As teorias da eugenia e da degenerescência, presentes no início do século XX, permitiram o aparecimento de programas de cunho filantrópico, voltados para a prevenção. A família, a mãe e a criança pobres foram os alvos privilegiados. O papel capital estava reservado ao médico. "O médico há de ser, antes de tudo, um higienista...deve instruir a família como evitar esta ou aquela doença infecciosa, como deve comer e vestir..."

Ao lado dos avanços técnicos em relação à preservação e à distribuição do leite, o discurso médico transformou o aleitamento materno em problema nacional. Amamentar, como bem mostra Holanda, passou a ser sinônimo de amar De certa forma, estava implícita aí uma condenação à mãe que abandonava o filho.

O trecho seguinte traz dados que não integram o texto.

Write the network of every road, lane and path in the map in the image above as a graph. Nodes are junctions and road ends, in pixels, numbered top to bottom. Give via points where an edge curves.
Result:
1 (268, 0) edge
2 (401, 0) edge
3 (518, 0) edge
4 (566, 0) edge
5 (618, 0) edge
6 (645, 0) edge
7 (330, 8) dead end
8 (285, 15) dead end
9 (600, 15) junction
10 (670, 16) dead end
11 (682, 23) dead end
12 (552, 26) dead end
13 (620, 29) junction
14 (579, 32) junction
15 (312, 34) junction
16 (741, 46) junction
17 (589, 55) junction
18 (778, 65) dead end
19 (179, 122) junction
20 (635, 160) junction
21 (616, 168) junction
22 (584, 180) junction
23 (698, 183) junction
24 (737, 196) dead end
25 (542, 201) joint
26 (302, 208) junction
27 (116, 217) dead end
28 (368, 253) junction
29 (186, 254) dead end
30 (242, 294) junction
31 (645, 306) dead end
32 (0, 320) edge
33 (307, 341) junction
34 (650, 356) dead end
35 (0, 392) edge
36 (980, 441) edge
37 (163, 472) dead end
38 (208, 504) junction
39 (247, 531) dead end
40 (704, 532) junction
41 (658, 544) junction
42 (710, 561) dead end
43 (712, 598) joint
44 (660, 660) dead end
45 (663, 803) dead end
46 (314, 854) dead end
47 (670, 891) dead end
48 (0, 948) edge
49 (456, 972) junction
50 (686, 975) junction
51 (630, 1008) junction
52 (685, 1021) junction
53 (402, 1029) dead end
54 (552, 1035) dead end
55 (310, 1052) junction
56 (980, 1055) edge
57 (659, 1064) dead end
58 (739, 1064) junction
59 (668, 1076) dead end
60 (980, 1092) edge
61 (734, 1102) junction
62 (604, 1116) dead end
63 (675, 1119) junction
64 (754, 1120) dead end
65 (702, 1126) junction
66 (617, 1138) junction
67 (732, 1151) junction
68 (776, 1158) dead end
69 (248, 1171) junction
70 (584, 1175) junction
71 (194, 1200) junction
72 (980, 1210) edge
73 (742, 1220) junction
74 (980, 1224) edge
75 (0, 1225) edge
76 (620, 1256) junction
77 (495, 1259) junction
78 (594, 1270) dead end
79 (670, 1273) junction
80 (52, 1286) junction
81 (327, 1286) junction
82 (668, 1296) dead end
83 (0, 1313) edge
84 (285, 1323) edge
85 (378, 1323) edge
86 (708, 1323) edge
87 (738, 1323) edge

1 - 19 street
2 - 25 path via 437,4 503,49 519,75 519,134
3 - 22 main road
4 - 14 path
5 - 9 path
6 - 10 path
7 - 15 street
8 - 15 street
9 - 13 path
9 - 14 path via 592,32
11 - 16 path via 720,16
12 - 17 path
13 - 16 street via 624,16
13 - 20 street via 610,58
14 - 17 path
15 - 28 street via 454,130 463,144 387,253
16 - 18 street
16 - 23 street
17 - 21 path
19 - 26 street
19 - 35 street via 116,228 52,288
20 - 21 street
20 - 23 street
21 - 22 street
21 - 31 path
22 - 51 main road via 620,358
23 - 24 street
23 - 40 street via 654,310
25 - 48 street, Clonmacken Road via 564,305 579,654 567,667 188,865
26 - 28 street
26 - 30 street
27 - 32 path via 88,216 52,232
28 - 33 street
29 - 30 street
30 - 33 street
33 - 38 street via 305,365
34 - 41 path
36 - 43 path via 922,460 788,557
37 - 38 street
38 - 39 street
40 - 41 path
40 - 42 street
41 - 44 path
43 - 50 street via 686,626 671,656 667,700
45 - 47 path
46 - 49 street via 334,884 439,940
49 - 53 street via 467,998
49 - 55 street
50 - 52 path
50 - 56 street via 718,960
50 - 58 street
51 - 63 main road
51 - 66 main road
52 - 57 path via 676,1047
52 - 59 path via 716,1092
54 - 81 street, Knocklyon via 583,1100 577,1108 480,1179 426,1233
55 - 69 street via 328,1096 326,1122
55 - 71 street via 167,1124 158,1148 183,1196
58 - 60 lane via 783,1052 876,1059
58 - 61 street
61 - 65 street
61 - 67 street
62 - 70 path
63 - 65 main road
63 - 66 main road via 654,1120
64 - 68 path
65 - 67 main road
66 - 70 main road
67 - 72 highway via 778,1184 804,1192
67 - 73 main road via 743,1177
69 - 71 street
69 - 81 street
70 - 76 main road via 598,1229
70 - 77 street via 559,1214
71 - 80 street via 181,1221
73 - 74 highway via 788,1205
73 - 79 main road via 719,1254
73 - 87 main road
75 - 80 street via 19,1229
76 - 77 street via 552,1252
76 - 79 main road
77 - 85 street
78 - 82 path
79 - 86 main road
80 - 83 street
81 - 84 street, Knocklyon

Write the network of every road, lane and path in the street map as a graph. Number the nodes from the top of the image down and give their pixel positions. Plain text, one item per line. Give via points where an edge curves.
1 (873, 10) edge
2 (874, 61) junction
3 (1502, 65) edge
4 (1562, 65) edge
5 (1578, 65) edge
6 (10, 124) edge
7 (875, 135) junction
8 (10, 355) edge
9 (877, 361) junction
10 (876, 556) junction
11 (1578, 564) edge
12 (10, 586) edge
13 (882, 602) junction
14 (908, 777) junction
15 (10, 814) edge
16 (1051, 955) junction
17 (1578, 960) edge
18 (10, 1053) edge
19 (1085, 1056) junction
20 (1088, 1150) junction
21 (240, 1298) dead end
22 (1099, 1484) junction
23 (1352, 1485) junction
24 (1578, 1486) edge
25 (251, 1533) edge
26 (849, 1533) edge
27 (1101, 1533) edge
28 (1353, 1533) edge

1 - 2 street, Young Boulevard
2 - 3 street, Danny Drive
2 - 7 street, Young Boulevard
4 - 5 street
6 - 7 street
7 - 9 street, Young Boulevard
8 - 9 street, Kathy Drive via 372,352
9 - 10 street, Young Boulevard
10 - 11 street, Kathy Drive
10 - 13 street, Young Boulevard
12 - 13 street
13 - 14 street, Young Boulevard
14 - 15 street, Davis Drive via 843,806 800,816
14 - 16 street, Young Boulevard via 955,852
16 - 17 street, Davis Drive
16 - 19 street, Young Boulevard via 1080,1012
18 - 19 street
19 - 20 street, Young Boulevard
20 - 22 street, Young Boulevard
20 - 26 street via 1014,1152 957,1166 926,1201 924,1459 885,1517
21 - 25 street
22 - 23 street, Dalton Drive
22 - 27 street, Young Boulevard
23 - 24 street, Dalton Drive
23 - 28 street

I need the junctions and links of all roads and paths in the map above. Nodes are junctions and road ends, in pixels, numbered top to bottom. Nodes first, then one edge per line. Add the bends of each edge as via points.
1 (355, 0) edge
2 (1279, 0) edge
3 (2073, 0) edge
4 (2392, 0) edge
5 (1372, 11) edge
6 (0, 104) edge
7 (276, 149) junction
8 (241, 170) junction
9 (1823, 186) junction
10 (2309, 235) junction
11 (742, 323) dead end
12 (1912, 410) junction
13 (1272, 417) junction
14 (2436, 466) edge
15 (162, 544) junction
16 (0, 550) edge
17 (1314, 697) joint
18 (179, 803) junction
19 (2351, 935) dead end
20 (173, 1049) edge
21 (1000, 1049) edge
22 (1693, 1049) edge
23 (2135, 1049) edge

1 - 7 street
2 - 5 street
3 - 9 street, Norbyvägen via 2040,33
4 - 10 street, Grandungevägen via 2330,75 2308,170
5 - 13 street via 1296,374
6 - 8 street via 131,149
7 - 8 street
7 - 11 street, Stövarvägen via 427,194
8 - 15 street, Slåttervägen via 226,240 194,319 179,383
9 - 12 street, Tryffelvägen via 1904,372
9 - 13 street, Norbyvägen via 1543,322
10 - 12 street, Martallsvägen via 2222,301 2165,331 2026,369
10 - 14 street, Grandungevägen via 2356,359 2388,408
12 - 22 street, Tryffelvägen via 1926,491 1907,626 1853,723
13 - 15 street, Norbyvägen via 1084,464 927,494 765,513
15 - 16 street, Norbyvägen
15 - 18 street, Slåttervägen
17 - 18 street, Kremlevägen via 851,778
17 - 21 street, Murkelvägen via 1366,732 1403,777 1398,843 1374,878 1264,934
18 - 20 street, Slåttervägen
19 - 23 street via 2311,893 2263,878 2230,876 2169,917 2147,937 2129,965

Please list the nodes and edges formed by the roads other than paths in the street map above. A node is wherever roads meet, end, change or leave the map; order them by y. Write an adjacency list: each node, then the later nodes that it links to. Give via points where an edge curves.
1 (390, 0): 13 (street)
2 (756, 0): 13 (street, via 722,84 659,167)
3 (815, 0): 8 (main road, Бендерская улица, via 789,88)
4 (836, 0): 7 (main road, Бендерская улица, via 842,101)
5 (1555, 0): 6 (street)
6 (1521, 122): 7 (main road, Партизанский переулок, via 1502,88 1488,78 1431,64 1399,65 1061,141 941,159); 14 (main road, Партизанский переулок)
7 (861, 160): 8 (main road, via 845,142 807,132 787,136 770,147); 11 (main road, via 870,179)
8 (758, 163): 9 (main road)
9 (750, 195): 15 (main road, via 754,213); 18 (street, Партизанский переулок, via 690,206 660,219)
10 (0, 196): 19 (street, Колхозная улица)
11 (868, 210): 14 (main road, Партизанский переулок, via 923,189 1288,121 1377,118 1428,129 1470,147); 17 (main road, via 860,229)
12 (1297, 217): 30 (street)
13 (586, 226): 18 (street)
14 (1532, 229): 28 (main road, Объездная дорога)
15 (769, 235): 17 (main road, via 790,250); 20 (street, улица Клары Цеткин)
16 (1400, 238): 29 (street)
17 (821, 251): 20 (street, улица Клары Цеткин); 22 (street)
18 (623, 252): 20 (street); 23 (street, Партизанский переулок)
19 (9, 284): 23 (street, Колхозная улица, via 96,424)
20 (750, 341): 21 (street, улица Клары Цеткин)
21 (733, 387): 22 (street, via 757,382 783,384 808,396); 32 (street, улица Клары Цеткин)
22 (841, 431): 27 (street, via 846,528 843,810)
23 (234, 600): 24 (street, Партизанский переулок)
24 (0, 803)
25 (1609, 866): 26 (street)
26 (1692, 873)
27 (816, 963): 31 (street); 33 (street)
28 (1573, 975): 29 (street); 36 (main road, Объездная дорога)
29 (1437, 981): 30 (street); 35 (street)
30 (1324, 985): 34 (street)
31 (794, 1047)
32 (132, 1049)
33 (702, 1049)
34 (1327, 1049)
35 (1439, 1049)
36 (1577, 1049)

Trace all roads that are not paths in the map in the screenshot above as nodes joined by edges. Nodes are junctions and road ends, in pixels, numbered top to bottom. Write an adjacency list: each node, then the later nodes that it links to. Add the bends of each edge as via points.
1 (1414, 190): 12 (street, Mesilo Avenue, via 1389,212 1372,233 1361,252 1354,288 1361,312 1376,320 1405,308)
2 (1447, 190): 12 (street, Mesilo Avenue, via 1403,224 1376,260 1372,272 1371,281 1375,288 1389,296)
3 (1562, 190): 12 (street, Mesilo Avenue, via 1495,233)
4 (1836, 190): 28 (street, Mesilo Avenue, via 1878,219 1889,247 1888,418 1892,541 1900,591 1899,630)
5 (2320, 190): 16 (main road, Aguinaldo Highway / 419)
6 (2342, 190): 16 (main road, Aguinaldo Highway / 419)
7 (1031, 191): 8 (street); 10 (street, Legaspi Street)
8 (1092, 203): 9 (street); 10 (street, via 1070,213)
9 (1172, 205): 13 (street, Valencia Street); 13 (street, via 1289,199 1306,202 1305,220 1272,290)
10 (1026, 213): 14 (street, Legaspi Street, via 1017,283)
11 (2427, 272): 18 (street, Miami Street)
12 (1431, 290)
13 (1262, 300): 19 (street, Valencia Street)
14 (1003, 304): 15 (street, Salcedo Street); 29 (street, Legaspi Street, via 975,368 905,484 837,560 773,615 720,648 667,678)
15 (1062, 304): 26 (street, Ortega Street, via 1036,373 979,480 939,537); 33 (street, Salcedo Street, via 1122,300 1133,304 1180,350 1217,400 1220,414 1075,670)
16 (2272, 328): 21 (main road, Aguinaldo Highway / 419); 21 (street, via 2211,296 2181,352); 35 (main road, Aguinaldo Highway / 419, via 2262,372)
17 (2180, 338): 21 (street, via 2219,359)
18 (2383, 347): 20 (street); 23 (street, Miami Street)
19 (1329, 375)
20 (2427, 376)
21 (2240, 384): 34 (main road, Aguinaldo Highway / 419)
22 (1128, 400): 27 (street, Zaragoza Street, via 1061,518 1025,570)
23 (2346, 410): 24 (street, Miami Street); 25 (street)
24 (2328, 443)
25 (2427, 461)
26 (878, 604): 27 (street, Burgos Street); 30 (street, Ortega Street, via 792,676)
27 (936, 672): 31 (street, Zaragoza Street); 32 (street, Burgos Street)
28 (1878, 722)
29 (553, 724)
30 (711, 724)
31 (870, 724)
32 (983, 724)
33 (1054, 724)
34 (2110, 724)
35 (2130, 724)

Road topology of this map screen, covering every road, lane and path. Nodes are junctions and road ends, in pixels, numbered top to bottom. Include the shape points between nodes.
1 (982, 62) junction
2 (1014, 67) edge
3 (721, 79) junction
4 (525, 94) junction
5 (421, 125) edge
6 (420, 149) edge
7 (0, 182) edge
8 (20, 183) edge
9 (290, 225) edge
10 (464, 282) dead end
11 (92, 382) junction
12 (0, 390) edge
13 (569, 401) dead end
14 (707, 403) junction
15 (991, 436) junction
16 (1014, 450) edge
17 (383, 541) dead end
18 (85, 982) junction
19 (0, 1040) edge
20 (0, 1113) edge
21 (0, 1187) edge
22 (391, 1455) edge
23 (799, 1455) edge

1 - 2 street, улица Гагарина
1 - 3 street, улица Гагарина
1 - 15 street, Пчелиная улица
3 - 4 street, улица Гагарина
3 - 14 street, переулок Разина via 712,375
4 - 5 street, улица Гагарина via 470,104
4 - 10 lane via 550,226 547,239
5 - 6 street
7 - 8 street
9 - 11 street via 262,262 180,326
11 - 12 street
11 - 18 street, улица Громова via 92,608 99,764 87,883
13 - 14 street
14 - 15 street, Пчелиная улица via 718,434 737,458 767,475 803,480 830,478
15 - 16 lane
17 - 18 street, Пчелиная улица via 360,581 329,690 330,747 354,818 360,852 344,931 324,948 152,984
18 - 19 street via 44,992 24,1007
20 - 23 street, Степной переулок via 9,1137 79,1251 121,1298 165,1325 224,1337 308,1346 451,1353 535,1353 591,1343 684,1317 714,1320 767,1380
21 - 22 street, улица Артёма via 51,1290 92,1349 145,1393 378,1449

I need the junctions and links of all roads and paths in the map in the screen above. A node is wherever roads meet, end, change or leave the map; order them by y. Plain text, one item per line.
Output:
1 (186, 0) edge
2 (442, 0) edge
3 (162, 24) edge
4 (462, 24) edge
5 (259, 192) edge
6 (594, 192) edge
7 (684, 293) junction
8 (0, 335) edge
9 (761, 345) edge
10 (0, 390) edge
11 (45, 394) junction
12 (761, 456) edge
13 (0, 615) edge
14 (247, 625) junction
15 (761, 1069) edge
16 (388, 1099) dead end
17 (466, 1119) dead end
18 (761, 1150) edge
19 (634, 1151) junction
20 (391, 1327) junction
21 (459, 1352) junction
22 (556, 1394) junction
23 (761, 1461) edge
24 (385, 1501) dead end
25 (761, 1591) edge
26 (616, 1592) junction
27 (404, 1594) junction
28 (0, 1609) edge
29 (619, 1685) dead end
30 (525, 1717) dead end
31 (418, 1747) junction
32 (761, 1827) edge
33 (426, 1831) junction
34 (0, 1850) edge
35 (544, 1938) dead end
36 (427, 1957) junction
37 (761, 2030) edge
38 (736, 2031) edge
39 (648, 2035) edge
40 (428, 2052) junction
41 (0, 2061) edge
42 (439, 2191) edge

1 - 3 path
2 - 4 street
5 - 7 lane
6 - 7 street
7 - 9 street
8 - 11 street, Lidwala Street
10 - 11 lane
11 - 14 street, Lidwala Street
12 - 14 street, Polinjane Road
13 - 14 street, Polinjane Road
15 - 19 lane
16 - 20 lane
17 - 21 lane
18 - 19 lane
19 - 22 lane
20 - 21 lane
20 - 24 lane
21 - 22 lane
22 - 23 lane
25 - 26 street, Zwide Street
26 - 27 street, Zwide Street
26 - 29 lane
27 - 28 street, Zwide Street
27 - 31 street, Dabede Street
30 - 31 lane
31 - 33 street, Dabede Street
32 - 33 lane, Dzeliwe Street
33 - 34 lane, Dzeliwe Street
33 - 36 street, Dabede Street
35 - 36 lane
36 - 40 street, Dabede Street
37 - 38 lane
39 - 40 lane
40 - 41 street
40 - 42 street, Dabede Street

Essas medidas todas levaram naturalmente à queda do abandono de crianças. A mãe pobre e trabalhadora encontrava agora novos meios para criar seus filhos, sem necessidade de abandoná-los em instituições protetoras.

Conclusões

Na Europa da primeira metade do século XIX, o abandono de crianças ao nascer chegou a níveis inimagináveis. De cada duas crianças que nasciam, uma era abandonada, em muitas cidades européias dessa época. No Brasil, em que pese o fenômeno do abandono estar presente ao longo de toda sua história, nunca atingiu níveis acima de 20% dos nascimentos de crianças livres.

No entanto, as taxas de ilegitimidade foram sempre muito altas nas cidades. Seus níveis poderiam situar-se em torno de 50% dos nascimentos da população livre.

As crianças deixadas nas Rodas de expostos brasileiras dificilmente sobreviviam à idade adulta. As taxas de mortalidade infantil eram elevadíssimas, as mais altas de todos os segmentos da sociedade, inclusive dos escravos. Cifras de 85% e mesmo de 90% de mortes antes do primeiro ano de vida eram encontradas nessas instituções.

O sistema de amas-de-leite mercenárias transplantado para as rodas de Expostos do Brasil foi a maior responsável por essas taxas demortalidade elevadas.